What you will do: Pull out every line below that contains the word "Southwest".

Saved data entries
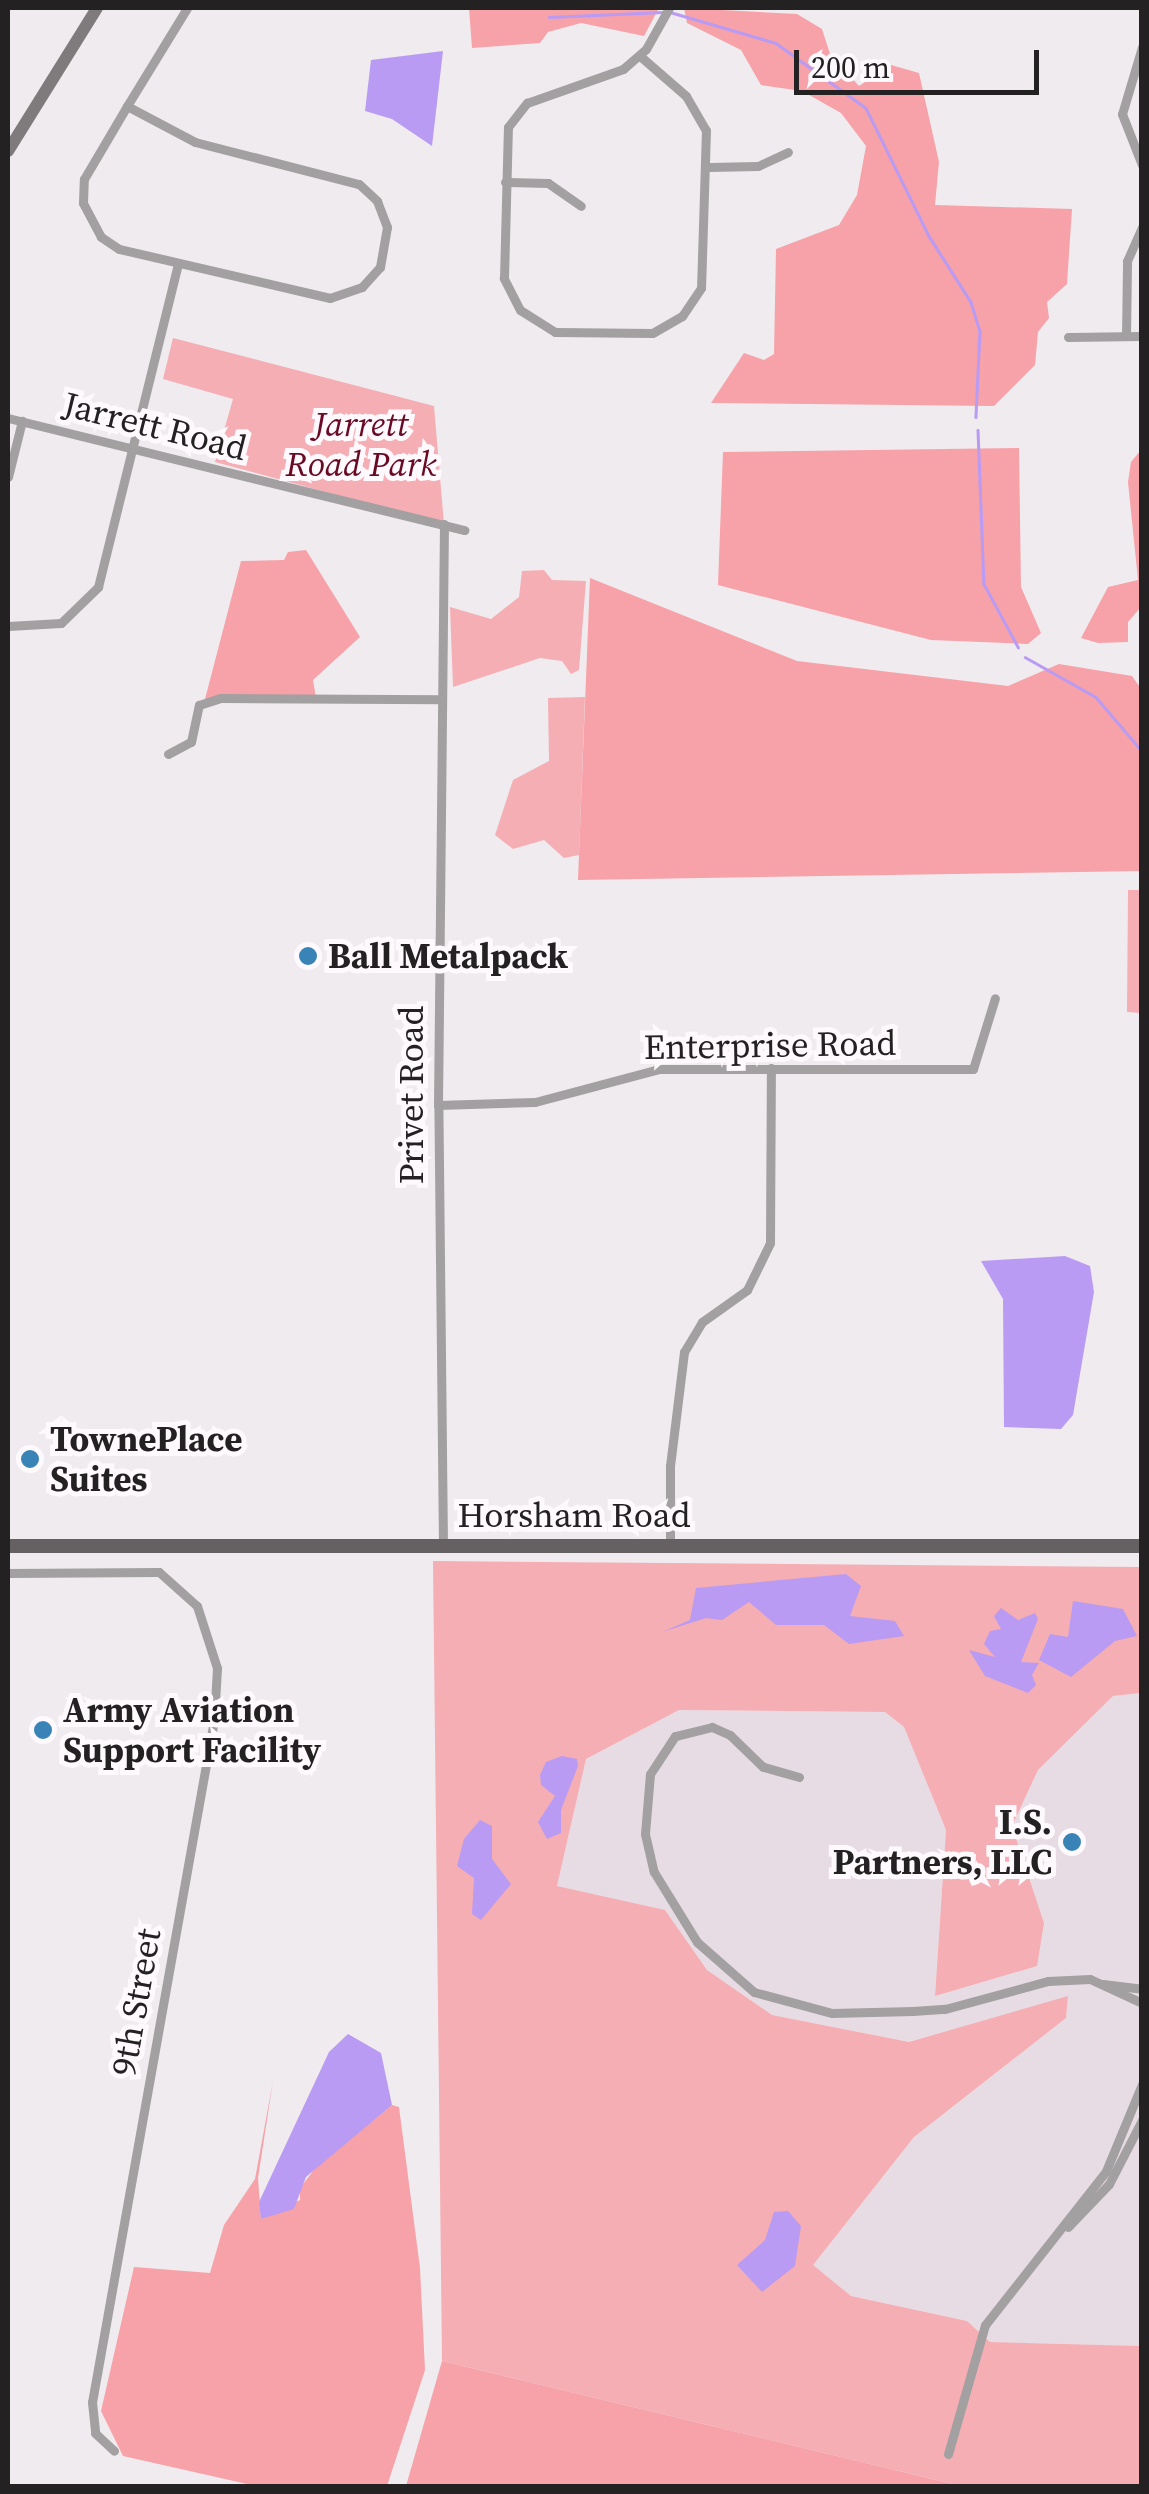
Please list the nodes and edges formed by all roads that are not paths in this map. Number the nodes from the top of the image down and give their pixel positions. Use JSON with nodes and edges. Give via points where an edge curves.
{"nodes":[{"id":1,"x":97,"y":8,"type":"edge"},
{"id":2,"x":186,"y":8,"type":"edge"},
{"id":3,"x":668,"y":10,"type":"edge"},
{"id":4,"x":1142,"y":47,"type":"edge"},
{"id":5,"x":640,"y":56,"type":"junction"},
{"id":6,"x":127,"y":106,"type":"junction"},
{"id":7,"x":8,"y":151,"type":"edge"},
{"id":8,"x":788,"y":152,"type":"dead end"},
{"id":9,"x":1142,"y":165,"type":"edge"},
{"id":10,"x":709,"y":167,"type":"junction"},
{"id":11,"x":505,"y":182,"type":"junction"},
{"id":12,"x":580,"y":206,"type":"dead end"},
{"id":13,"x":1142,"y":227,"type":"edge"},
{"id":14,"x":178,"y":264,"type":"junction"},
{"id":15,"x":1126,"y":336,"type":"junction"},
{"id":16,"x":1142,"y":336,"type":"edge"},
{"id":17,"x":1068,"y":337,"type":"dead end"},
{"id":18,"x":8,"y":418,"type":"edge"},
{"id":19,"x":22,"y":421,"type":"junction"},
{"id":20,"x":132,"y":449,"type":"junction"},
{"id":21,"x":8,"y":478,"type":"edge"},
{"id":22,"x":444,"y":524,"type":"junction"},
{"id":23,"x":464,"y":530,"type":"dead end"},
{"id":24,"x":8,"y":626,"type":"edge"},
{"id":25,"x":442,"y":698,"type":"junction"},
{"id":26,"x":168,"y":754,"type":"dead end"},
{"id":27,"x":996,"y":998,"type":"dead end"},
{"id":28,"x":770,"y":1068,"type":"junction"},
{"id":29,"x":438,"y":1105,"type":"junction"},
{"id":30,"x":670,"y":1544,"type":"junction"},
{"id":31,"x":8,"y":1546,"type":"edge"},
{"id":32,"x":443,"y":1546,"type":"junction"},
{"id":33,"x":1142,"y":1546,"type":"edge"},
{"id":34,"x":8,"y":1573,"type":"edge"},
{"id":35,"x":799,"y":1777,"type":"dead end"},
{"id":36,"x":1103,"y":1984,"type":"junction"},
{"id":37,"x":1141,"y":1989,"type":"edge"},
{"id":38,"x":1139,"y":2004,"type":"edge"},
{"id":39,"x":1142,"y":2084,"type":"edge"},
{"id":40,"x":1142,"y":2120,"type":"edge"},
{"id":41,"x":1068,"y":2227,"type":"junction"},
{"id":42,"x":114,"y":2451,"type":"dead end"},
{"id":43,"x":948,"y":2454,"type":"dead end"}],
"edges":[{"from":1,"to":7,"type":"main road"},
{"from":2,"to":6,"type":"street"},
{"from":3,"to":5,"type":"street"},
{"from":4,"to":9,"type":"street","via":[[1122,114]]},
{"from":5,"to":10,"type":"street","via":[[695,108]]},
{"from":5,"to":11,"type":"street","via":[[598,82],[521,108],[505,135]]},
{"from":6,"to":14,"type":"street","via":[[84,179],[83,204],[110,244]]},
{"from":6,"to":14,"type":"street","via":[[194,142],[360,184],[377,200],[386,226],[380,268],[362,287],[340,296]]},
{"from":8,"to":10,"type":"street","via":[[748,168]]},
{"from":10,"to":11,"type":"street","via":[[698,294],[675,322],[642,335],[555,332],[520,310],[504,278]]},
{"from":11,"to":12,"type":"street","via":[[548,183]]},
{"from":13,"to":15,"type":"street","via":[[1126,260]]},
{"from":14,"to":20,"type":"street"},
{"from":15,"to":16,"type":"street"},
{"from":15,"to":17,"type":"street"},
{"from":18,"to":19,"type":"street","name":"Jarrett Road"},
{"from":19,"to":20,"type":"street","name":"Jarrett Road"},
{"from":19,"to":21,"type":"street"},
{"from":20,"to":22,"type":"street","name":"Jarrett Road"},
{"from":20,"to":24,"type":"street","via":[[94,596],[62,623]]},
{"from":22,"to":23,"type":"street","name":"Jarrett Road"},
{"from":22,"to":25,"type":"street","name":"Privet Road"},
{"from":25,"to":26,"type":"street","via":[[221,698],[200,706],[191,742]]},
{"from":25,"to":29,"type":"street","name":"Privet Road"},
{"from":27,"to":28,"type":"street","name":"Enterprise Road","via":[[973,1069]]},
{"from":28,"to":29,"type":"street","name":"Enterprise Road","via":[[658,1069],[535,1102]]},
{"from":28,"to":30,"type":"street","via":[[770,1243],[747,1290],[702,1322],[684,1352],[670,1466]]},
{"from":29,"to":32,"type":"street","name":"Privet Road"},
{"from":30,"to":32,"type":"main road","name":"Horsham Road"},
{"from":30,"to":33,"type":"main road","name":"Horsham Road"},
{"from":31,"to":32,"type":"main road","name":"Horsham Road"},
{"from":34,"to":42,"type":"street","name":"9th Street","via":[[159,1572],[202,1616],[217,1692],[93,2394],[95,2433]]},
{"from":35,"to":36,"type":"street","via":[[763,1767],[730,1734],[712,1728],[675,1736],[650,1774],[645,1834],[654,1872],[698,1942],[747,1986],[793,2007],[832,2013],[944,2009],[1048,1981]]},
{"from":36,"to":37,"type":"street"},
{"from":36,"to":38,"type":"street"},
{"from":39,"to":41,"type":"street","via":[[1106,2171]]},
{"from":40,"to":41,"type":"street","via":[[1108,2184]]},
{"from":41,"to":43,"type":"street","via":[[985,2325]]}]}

...

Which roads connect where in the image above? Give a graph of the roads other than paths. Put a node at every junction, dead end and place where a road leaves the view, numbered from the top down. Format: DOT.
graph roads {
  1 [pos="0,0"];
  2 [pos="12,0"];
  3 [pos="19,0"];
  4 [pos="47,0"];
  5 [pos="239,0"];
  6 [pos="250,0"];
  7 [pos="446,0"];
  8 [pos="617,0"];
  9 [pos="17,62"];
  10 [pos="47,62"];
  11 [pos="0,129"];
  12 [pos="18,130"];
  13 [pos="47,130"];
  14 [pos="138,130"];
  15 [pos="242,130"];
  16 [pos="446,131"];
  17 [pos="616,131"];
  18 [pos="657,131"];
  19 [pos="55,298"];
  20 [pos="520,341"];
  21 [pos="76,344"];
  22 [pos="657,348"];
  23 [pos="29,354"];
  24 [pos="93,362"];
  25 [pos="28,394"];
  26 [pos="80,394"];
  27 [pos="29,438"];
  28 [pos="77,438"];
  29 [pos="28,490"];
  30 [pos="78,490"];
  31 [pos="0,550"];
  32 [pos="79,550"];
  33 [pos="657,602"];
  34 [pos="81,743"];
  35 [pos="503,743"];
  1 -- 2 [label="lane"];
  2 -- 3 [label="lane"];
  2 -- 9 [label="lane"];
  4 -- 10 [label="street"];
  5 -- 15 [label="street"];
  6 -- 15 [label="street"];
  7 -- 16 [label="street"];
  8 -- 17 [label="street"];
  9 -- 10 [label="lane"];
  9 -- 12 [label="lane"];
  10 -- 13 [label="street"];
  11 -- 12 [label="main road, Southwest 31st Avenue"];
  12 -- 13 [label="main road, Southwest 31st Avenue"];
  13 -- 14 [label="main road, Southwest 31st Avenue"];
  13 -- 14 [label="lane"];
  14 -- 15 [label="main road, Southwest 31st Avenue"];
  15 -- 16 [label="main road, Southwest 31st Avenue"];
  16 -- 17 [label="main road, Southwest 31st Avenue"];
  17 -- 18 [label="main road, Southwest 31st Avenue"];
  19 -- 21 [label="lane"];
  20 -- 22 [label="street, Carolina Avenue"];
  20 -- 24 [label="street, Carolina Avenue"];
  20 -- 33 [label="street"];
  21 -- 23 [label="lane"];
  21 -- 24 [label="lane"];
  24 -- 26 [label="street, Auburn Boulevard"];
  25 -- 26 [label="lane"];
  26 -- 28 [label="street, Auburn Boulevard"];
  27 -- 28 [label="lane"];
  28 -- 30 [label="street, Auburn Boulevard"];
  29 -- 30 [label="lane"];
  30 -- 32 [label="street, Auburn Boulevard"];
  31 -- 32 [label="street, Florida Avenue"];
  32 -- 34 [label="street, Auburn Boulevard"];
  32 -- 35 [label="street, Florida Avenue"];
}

---

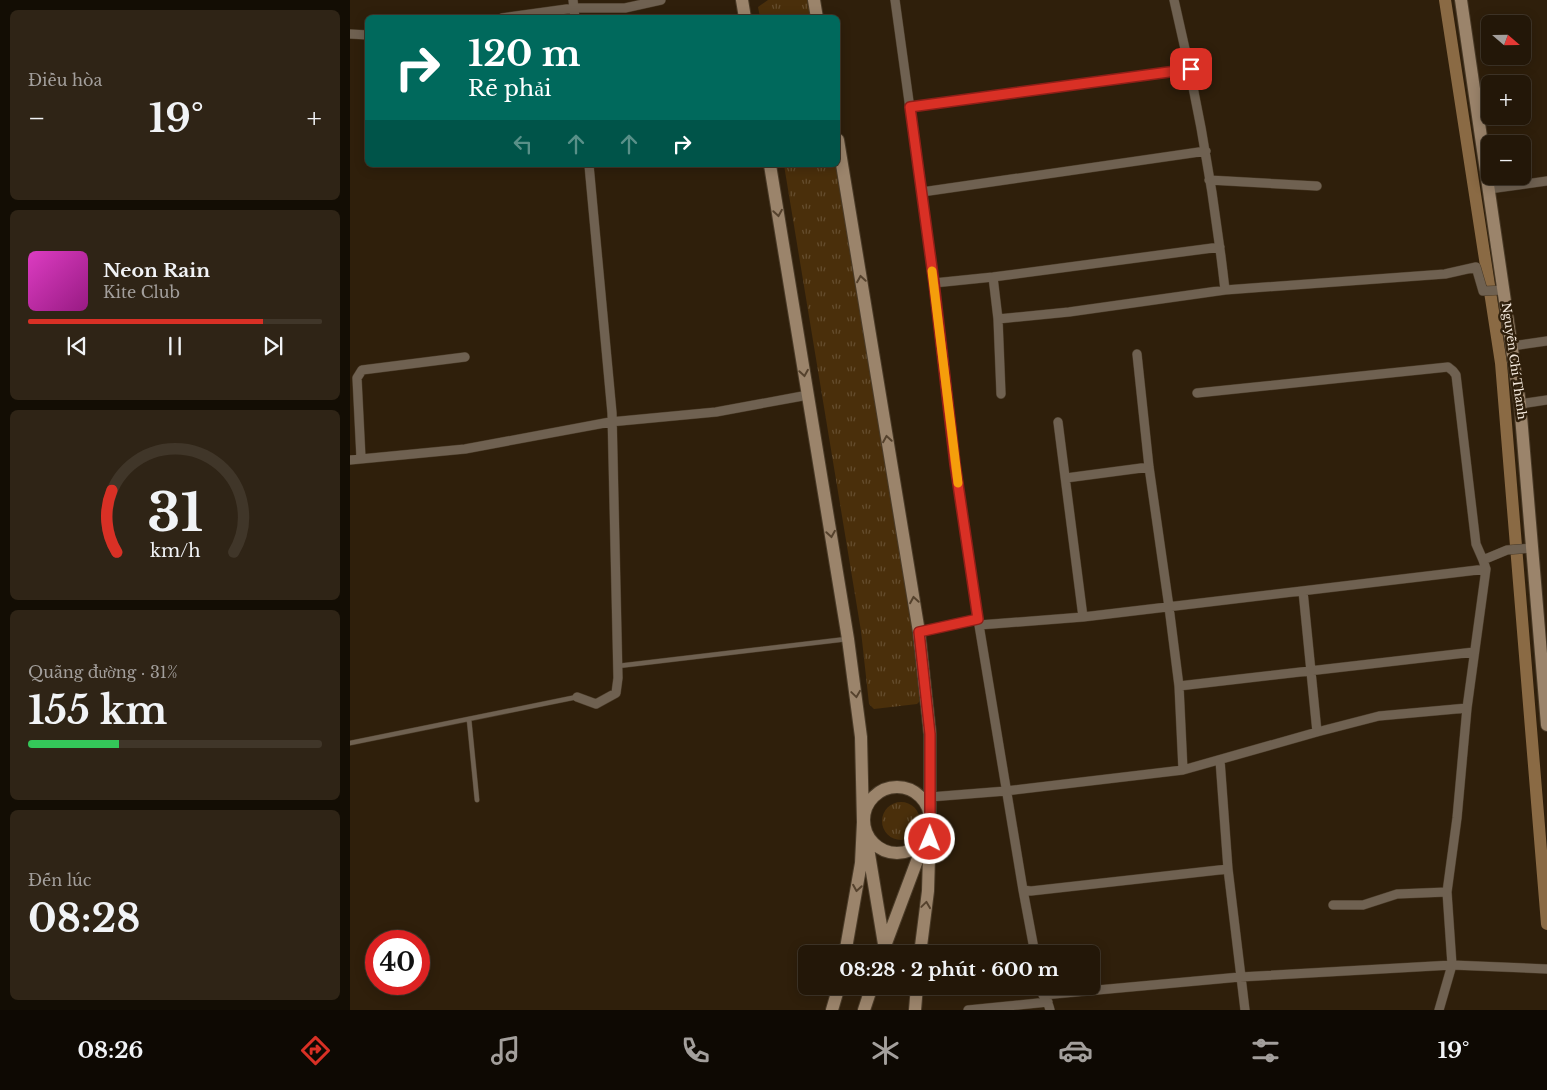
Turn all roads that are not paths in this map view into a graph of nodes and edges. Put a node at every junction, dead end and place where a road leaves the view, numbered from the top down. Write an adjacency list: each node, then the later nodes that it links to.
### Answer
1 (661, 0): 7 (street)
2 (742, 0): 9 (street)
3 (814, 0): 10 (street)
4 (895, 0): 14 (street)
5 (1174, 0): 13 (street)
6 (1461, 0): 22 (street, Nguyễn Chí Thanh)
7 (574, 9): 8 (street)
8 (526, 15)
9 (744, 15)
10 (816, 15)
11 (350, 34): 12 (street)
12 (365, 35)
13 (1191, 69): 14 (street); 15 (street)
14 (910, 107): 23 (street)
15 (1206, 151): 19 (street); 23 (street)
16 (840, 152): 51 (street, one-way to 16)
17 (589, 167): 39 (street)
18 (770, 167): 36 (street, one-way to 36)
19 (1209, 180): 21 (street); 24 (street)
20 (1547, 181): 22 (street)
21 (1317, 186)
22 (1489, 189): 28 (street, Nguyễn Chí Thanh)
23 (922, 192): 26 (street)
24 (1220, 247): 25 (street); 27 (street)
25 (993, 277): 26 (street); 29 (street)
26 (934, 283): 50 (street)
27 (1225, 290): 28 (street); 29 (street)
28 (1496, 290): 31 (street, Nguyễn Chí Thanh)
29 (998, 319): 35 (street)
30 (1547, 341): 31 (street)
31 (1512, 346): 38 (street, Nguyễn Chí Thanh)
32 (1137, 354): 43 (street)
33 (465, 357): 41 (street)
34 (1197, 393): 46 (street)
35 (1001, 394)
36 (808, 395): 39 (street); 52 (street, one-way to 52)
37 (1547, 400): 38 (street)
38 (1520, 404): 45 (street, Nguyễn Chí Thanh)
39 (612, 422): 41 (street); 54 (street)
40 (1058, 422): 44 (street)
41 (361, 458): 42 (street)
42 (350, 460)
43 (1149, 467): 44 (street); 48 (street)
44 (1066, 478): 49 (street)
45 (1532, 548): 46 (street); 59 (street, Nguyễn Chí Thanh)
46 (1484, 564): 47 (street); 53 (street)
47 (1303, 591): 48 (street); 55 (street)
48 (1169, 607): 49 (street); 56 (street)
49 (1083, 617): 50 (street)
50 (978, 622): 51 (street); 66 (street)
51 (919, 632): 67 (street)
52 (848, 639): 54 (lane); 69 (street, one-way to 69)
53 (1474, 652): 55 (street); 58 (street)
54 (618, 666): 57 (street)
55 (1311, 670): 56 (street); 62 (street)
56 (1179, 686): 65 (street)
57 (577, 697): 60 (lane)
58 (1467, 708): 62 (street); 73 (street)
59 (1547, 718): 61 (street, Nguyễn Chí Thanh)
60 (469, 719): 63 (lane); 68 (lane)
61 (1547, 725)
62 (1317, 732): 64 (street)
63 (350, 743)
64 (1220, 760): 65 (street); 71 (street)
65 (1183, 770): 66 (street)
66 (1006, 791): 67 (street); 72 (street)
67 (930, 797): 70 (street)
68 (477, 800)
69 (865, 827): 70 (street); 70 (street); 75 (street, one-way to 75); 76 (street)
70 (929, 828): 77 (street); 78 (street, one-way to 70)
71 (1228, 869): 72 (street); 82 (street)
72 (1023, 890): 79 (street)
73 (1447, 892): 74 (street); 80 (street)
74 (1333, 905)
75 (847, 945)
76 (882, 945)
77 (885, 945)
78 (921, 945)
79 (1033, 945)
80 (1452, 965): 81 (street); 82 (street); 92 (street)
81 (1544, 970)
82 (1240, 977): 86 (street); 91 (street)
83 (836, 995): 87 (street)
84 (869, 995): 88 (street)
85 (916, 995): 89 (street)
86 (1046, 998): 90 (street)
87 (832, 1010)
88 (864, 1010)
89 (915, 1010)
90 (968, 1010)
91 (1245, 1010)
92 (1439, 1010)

Reply to the exercise:
  11 -- 12 [label="main road, Southwest 31st Avenue"];
  12 -- 13 [label="main road, Southwest 31st Avenue"];
  13 -- 14 [label="main road, Southwest 31st Avenue"];
  14 -- 15 [label="main road, Southwest 31st Avenue"];
  15 -- 16 [label="main road, Southwest 31st Avenue"];
  16 -- 17 [label="main road, Southwest 31st Avenue"];
  17 -- 18 [label="main road, Southwest 31st Avenue"];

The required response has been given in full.